*EXERCISE DIRECTIONS*
Across the entries below, how many lines contain the word "Jean"? Give the number alone.

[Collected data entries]
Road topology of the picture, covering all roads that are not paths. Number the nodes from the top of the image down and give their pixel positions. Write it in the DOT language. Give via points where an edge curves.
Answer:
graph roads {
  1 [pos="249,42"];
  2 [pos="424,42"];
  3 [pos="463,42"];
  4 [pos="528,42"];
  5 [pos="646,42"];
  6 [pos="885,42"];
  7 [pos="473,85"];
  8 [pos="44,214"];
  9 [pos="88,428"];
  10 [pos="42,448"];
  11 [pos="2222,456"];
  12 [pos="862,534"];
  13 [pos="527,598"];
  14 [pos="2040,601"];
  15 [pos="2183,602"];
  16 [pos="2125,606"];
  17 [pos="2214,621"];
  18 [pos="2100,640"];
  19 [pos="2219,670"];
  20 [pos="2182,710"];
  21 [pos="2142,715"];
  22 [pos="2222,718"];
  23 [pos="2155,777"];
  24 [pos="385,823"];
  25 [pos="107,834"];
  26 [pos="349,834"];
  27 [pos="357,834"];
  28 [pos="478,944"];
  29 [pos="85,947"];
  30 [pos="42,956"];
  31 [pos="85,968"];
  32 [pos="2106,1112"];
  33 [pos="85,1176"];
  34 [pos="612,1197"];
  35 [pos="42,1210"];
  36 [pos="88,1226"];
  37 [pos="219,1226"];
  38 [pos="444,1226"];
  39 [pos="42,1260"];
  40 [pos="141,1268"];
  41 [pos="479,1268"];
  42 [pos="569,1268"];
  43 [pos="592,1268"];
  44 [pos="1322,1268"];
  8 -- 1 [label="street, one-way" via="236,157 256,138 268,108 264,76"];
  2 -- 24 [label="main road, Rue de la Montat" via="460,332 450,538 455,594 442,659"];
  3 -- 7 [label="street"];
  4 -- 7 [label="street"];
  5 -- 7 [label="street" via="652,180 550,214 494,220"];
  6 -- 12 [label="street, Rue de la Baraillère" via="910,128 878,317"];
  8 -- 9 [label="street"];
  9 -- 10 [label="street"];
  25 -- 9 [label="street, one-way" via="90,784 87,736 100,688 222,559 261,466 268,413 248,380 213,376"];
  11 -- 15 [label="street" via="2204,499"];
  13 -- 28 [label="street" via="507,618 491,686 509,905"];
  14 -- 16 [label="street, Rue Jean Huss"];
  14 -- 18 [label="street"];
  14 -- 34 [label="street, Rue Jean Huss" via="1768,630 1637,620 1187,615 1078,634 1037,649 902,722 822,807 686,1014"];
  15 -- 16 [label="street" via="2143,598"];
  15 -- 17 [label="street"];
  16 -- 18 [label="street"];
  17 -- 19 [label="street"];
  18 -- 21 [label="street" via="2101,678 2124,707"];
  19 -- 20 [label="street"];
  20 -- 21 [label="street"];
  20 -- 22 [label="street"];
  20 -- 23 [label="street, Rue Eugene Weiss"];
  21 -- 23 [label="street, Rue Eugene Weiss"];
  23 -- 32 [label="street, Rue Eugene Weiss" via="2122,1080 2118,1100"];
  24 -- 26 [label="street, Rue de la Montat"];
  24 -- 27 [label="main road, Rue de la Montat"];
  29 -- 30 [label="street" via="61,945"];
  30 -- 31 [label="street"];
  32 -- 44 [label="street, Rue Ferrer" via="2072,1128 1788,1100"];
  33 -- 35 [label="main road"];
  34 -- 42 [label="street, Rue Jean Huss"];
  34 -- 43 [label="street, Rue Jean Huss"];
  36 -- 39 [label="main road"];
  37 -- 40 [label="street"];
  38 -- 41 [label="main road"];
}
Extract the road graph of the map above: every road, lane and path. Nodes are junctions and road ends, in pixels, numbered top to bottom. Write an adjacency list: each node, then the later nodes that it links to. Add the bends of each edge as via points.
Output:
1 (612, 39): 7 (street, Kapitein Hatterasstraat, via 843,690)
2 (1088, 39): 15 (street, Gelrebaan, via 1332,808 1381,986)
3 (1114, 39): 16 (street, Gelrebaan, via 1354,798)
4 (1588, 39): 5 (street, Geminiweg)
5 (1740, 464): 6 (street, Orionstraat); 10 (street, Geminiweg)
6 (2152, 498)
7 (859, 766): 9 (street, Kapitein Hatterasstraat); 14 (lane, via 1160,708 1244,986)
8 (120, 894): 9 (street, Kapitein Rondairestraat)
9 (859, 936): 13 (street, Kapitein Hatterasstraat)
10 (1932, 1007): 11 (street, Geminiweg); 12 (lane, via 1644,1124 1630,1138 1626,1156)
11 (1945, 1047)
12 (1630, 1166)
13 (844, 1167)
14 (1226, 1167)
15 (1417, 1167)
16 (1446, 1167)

*RESULT*
4